> _Instructions for the task_
Reproduce the records below word for word.

*** Opening Records provided ***

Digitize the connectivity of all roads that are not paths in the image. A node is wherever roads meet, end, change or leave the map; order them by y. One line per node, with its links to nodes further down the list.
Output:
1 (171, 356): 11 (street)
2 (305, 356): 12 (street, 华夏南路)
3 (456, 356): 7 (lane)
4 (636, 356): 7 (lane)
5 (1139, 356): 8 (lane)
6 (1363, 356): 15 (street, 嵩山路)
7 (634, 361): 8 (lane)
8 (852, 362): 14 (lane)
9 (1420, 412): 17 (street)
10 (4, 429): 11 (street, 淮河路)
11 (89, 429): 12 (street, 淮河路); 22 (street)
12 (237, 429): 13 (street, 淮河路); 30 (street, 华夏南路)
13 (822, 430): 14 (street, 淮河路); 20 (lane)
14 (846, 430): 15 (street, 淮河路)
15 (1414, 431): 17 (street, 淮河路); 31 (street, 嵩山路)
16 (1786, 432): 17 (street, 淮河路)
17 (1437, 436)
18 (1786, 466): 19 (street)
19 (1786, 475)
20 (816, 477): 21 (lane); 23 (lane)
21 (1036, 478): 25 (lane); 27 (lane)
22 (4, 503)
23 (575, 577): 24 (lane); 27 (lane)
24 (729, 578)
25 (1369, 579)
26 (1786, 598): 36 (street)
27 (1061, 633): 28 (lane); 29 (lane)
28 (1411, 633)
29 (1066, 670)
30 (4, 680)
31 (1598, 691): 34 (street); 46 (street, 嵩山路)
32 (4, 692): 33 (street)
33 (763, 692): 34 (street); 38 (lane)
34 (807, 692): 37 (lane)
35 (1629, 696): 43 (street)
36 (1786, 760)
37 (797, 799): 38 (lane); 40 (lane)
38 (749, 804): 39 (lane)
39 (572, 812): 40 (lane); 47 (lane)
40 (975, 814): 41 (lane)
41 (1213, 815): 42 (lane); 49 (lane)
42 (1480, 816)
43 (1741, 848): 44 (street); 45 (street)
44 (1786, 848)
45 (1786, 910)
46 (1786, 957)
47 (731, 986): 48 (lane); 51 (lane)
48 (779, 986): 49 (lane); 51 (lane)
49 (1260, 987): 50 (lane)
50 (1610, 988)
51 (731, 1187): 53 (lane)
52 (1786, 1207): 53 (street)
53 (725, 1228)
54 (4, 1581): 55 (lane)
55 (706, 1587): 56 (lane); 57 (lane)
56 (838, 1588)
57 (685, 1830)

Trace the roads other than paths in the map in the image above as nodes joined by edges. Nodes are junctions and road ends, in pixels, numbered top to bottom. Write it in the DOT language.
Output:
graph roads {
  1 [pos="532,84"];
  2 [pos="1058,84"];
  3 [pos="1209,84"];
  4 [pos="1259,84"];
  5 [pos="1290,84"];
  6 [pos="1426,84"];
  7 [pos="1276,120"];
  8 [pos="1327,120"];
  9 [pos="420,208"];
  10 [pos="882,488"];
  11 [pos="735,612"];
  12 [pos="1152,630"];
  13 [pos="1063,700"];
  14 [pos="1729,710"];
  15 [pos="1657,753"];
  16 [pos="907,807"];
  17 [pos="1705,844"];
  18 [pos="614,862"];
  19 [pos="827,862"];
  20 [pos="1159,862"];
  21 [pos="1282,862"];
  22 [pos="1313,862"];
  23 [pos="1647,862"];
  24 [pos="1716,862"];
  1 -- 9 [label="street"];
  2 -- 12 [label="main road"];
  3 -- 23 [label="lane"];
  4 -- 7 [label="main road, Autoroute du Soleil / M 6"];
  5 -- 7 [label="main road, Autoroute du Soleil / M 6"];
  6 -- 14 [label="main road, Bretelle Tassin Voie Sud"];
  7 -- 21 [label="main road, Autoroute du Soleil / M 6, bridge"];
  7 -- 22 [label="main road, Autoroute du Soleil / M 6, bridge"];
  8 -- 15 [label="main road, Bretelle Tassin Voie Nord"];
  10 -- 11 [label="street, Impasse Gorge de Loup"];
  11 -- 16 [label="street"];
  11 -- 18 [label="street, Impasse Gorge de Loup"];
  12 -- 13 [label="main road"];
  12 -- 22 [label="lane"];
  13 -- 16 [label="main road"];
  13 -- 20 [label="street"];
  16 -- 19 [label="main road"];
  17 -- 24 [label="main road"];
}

*** Closing Records provided ***

> _Task answer_
Digitize the connectivity of all roads that are not paths in the image. A node is wherever roads meet, end, change or leave the map; order them by y. One line per node, with its links to nodes further down the list.
Output:
1 (171, 356): 11 (street)
2 (305, 356): 12 (street, 华夏南路)
3 (456, 356): 7 (lane)
4 (636, 356): 7 (lane)
5 (1139, 356): 8 (lane)
6 (1363, 356): 15 (street, 嵩山路)
7 (634, 361): 8 (lane)
8 (852, 362): 14 (lane)
9 (1420, 412): 17 (street)
10 (4, 429): 11 (street, 淮河路)
11 (89, 429): 12 (street, 淮河路); 22 (street)
12 (237, 429): 13 (street, 淮河路); 30 (street, 华夏南路)
13 (822, 430): 14 (street, 淮河路); 20 (lane)
14 (846, 430): 15 (street, 淮河路)
15 (1414, 431): 17 (street, 淮河路); 31 (street, 嵩山路)
16 (1786, 432): 17 (street, 淮河路)
17 (1437, 436)
18 (1786, 466): 19 (street)
19 (1786, 475)
20 (816, 477): 21 (lane); 23 (lane)
21 (1036, 478): 25 (lane); 27 (lane)
22 (4, 503)
23 (575, 577): 24 (lane); 27 (lane)
24 (729, 578)
25 (1369, 579)
26 (1786, 598): 36 (street)
27 (1061, 633): 28 (lane); 29 (lane)
28 (1411, 633)
29 (1066, 670)
30 (4, 680)
31 (1598, 691): 34 (street); 46 (street, 嵩山路)
32 (4, 692): 33 (street)
33 (763, 692): 34 (street); 38 (lane)
34 (807, 692): 37 (lane)
35 (1629, 696): 43 (street)
36 (1786, 760)
37 (797, 799): 38 (lane); 40 (lane)
38 (749, 804): 39 (lane)
39 (572, 812): 40 (lane); 47 (lane)
40 (975, 814): 41 (lane)
41 (1213, 815): 42 (lane); 49 (lane)
42 (1480, 816)
43 (1741, 848): 44 (street); 45 (street)
44 (1786, 848)
45 (1786, 910)
46 (1786, 957)
47 (731, 986): 48 (lane); 51 (lane)
48 (779, 986): 49 (lane); 51 (lane)
49 (1260, 987): 50 (lane)
50 (1610, 988)
51 (731, 1187): 53 (lane)
52 (1786, 1207): 53 (street)
53 (725, 1228)
54 (4, 1581): 55 (lane)
55 (706, 1587): 56 (lane); 57 (lane)
56 (838, 1588)
57 (685, 1830)

Trace the roads other than paths in the map in the image above as nodes joined by edges. Nodes are junctions and road ends, in pixels, numbered top to bottom. Write it in the DOT language.
Output:
graph roads {
  1 [pos="532,84"];
  2 [pos="1058,84"];
  3 [pos="1209,84"];
  4 [pos="1259,84"];
  5 [pos="1290,84"];
  6 [pos="1426,84"];
  7 [pos="1276,120"];
  8 [pos="1327,120"];
  9 [pos="420,208"];
  10 [pos="882,488"];
  11 [pos="735,612"];
  12 [pos="1152,630"];
  13 [pos="1063,700"];
  14 [pos="1729,710"];
  15 [pos="1657,753"];
  16 [pos="907,807"];
  17 [pos="1705,844"];
  18 [pos="614,862"];
  19 [pos="827,862"];
  20 [pos="1159,862"];
  21 [pos="1282,862"];
  22 [pos="1313,862"];
  23 [pos="1647,862"];
  24 [pos="1716,862"];
  1 -- 9 [label="street"];
  2 -- 12 [label="main road"];
  3 -- 23 [label="lane"];
  4 -- 7 [label="main road, Autoroute du Soleil / M 6"];
  5 -- 7 [label="main road, Autoroute du Soleil / M 6"];
  6 -- 14 [label="main road, Bretelle Tassin Voie Sud"];
  7 -- 21 [label="main road, Autoroute du Soleil / M 6, bridge"];
  7 -- 22 [label="main road, Autoroute du Soleil / M 6, bridge"];
  8 -- 15 [label="main road, Bretelle Tassin Voie Nord"];
  10 -- 11 [label="street, Impasse Gorge de Loup"];
  11 -- 16 [label="street"];
  11 -- 18 [label="street, Impasse Gorge de Loup"];
  12 -- 13 [label="main road"];
  12 -- 22 [label="lane"];
  13 -- 16 [label="main road"];
  13 -- 20 [label="street"];
  16 -- 19 [label="main road"];
  17 -- 24 [label="main road"];
}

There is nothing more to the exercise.